Day one and two were body aches. The migraines started on days three and four, and by the sixth and seventh days, Ryan felt much better. In fact, he felt so good, he began cleaning the bathroom because he was so bored in quarantine. But on the eighth day, the respiratory issues began and by the 10th day of COVID, he needed oxygen. Sharon wanted to avoid hospitalizing her husband if possible, so she brought some oxygen to the house to try to stabilize his breathing. But by Day 11 and after talking to some of the doctors she worked with, she brought him to the emergency room at Northern Louisiana Medical Center.
“I knew right away that he was very sick,” said Dr. Aaron Marquardt, a hospitalist at
NLMC. “We started him on all the meds, put him on the high-flow oxygen and put him in isolation for COVID and he wasn’t getting any better.” They put a call out for convalescent plasma, the “liquid gold” that recovered COVID patients can donate. But it never came to Ruston. Senn was hospitalized Wednesday. By Sunday afternoon, he started to rapidly decline. “He was getting out of breath very quickly, he looked gray and he was very anxious about it,” Marquardt said. “It was a panicky situation because he had to be intubated and Sharon really was upset about that. She wanted to avoid putting him on the vent if possible. But I felt helpless for him. I felt like there wasn’t anything I could do, and that was our only option.”
Sharon knew that the vent had become symbolic for the grim reaper. In early COVID hospitalizations, those who went on the vent, often never came off, and most ended up dying.

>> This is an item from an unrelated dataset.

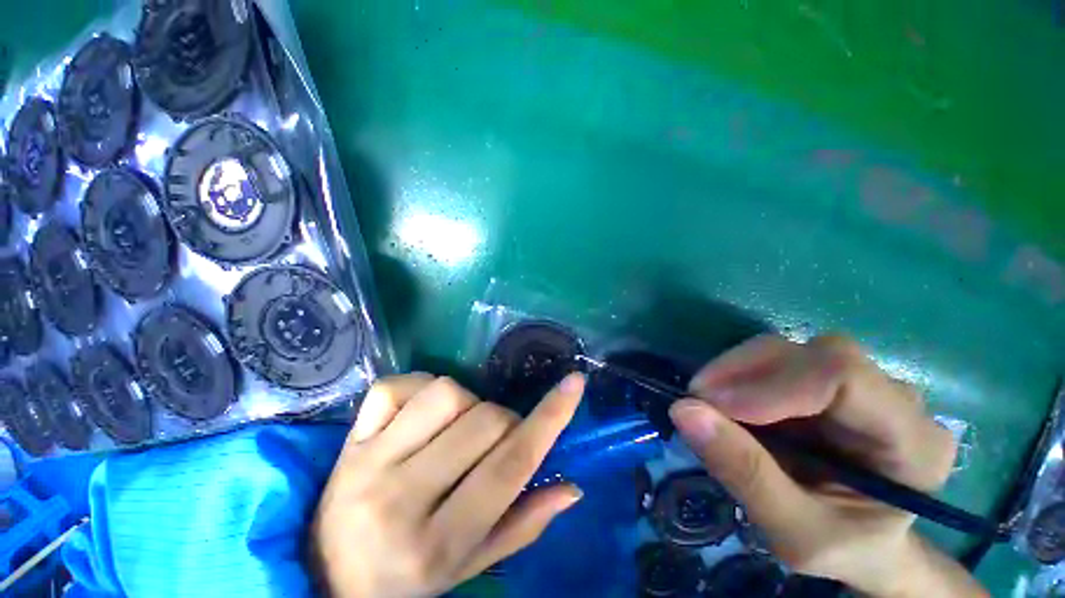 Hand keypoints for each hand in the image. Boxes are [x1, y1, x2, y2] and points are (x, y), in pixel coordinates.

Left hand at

“The day we intubated Ryan, they were scared he wouldn’t come off of it,” said Abby Puckett, a registered nurse at NLMC. “But he had such a good attitude about everything. Ryan is a very intentional person, very kind and he was always very optimistic about his progress. The very last thing I told him is that he is going to get better. And he did. Ryan is a miracle.
Most definitely. He loves being alive. COVID patients have to want to continue to fight and he did.” On Nov. 15, Ryan was given anesthesia and placed on a ventilator. The next day he was airlifted to Ochsner LSU Health Shreveport, about an hour’s drive from Ruston.

In the midst of the chaos of Ryan being transported to another hospital, behind the scenes an army was building. Shortly after he was hospitalized in Ruston, Sharon began posting about Ryan’s condition on Facebook. She updated. She asked for help, for plasma and for prayers.
When he first arrived at LSU Shreveport, my husband, Luke Myers (Louisiana Tech ’00) reached out to Sharon and asked her what else he could do.
“When I talked to her, I said we were pray-

ing and spreading the word about the plasma, but did she need anything else. She was concerned because she wasn’t working and Ryan wasn’t working and they were worried about paying the house note,” Myers said. “So, I reached out to a private SAE alumni group who I had been updating about Ryan and talked to David Clark (Louisiana Tech ‘01). He is a dentist who has an office in Ruston, across from the hospital and said, ‘Hey man, what do you think about raising money for them? And he said, let’s start a GoFundMe.”
They immediately set one up for Ryan, Sharon and their two girls, Breanna and Shae, and it took off quickly. In two days, they raised nearly $20,000 and have currently raised a total of nearly $40,000. While friends and family quickly responded and donated, SAE brothers banded together to help, too.